[Dataset entries]
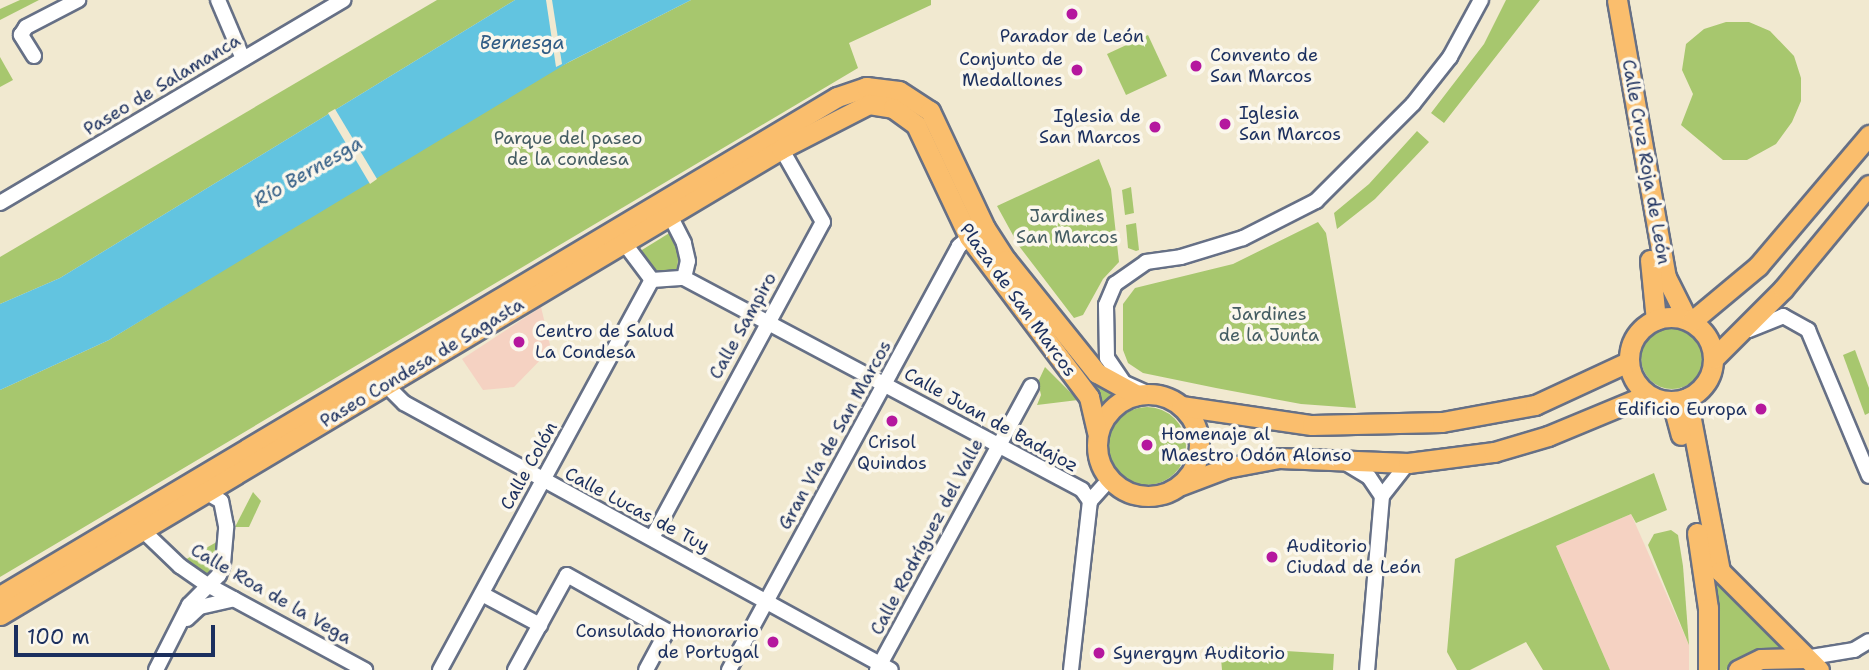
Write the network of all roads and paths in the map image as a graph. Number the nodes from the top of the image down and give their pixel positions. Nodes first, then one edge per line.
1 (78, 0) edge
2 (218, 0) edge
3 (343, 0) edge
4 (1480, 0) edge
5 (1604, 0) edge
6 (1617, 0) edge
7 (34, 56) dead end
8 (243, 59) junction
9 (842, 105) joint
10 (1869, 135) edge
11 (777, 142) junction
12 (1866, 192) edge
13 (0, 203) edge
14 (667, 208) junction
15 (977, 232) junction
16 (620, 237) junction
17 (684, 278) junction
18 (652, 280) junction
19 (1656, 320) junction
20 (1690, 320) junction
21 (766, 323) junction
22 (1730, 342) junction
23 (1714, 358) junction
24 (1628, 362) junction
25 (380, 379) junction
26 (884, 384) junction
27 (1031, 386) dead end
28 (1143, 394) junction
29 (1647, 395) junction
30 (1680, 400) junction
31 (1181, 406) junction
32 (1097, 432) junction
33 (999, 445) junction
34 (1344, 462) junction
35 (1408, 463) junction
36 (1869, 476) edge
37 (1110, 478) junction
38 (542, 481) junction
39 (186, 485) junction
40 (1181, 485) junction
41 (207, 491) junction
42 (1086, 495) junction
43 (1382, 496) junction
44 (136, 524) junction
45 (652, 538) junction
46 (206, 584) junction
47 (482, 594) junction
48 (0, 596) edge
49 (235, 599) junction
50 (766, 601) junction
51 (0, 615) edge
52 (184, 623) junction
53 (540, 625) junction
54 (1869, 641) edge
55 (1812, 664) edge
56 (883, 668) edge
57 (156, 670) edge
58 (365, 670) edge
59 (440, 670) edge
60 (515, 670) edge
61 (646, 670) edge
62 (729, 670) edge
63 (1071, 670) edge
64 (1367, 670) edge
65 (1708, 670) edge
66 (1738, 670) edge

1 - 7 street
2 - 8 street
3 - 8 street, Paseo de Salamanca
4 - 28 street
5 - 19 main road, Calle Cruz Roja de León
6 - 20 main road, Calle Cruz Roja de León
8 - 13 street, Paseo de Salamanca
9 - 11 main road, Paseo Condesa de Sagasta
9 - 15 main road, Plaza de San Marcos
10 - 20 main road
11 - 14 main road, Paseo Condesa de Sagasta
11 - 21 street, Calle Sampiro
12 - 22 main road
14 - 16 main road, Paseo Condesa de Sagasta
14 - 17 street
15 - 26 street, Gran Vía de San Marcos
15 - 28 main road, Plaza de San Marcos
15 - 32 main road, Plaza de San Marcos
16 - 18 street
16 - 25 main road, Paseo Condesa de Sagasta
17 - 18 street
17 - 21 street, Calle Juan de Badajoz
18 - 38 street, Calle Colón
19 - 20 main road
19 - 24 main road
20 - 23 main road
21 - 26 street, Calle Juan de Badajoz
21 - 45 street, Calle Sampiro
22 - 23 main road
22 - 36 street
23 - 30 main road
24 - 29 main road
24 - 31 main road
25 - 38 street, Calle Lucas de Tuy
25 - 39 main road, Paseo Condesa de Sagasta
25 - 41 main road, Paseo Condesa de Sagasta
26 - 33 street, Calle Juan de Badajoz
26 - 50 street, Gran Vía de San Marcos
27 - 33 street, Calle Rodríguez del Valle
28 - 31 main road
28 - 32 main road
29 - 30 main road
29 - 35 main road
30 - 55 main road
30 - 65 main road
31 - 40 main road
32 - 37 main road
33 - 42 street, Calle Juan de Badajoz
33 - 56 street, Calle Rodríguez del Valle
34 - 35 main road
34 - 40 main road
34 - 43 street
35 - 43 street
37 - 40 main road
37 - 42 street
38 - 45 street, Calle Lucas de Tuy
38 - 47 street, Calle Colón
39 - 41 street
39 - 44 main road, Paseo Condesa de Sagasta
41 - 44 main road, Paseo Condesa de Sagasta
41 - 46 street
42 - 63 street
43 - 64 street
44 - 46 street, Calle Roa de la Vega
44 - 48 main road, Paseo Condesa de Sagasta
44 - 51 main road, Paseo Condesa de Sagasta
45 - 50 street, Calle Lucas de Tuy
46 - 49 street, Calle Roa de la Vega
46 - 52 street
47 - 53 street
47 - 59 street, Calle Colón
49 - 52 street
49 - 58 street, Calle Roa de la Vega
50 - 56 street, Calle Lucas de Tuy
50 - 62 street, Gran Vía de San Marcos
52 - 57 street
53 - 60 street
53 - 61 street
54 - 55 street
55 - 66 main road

Task prompt: Every entry is to be transcribed exactly, but the pictures are to be left out.

Output of the task:
Write the network of all roads and paths in the map image as a graph. Number the nodes from the top of the image down and give their pixel positions. Nodes first, then one edge per line.
1 (78, 0) edge
2 (218, 0) edge
3 (343, 0) edge
4 (1480, 0) edge
5 (1604, 0) edge
6 (1617, 0) edge
7 (34, 56) dead end
8 (243, 59) junction
9 (842, 105) joint
10 (1869, 135) edge
11 (777, 142) junction
12 (1866, 192) edge
13 (0, 203) edge
14 (667, 208) junction
15 (977, 232) junction
16 (620, 237) junction
17 (684, 278) junction
18 (652, 280) junction
19 (1656, 320) junction
20 (1690, 320) junction
21 (766, 323) junction
22 (1730, 342) junction
23 (1714, 358) junction
24 (1628, 362) junction
25 (380, 379) junction
26 (884, 384) junction
27 (1031, 386) dead end
28 (1143, 394) junction
29 (1647, 395) junction
30 (1680, 400) junction
31 (1181, 406) junction
32 (1097, 432) junction
33 (999, 445) junction
34 (1344, 462) junction
35 (1408, 463) junction
36 (1869, 476) edge
37 (1110, 478) junction
38 (542, 481) junction
39 (186, 485) junction
40 (1181, 485) junction
41 (207, 491) junction
42 (1086, 495) junction
43 (1382, 496) junction
44 (136, 524) junction
45 (652, 538) junction
46 (206, 584) junction
47 (482, 594) junction
48 (0, 596) edge
49 (235, 599) junction
50 (766, 601) junction
51 (0, 615) edge
52 (184, 623) junction
53 (540, 625) junction
54 (1869, 641) edge
55 (1812, 664) edge
56 (883, 668) edge
57 (156, 670) edge
58 (365, 670) edge
59 (440, 670) edge
60 (515, 670) edge
61 (646, 670) edge
62 (729, 670) edge
63 (1071, 670) edge
64 (1367, 670) edge
65 (1708, 670) edge
66 (1738, 670) edge

1 - 7 street
2 - 8 street
3 - 8 street, Paseo de Salamanca
4 - 28 street
5 - 19 main road, Calle Cruz Roja de León
6 - 20 main road, Calle Cruz Roja de León
8 - 13 street, Paseo de Salamanca
9 - 11 main road, Paseo Condesa de Sagasta
9 - 15 main road, Plaza de San Marcos
10 - 20 main road
11 - 14 main road, Paseo Condesa de Sagasta
11 - 21 street, Calle Sampiro
12 - 22 main road
14 - 16 main road, Paseo Condesa de Sagasta
14 - 17 street
15 - 26 street, Gran Vía de San Marcos
15 - 28 main road, Plaza de San Marcos
15 - 32 main road, Plaza de San Marcos
16 - 18 street
16 - 25 main road, Paseo Condesa de Sagasta
17 - 18 street
17 - 21 street, Calle Juan de Badajoz
18 - 38 street, Calle Colón
19 - 20 main road
19 - 24 main road
20 - 23 main road
21 - 26 street, Calle Juan de Badajoz
21 - 45 street, Calle Sampiro
22 - 23 main road
22 - 36 street
23 - 30 main road
24 - 29 main road
24 - 31 main road
25 - 38 street, Calle Lucas de Tuy
25 - 39 main road, Paseo Condesa de Sagasta
25 - 41 main road, Paseo Condesa de Sagasta
26 - 33 street, Calle Juan de Badajoz
26 - 50 street, Gran Vía de San Marcos
27 - 33 street, Calle Rodríguez del Valle
28 - 31 main road
28 - 32 main road
29 - 30 main road
29 - 35 main road
30 - 55 main road
30 - 65 main road
31 - 40 main road
32 - 37 main road
33 - 42 street, Calle Juan de Badajoz
33 - 56 street, Calle Rodríguez del Valle
34 - 35 main road
34 - 40 main road
34 - 43 street
35 - 43 street
37 - 40 main road
37 - 42 street
38 - 45 street, Calle Lucas de Tuy
38 - 47 street, Calle Colón
39 - 41 street
39 - 44 main road, Paseo Condesa de Sagasta
41 - 44 main road, Paseo Condesa de Sagasta
41 - 46 street
42 - 63 street
43 - 64 street
44 - 46 street, Calle Roa de la Vega
44 - 48 main road, Paseo Condesa de Sagasta
44 - 51 main road, Paseo Condesa de Sagasta
45 - 50 street, Calle Lucas de Tuy
46 - 49 street, Calle Roa de la Vega
46 - 52 street
47 - 53 street
47 - 59 street, Calle Colón
49 - 52 street
49 - 58 street, Calle Roa de la Vega
50 - 56 street, Calle Lucas de Tuy
50 - 62 street, Gran Vía de San Marcos
52 - 57 street
53 - 60 street
53 - 61 street
54 - 55 street
55 - 66 main road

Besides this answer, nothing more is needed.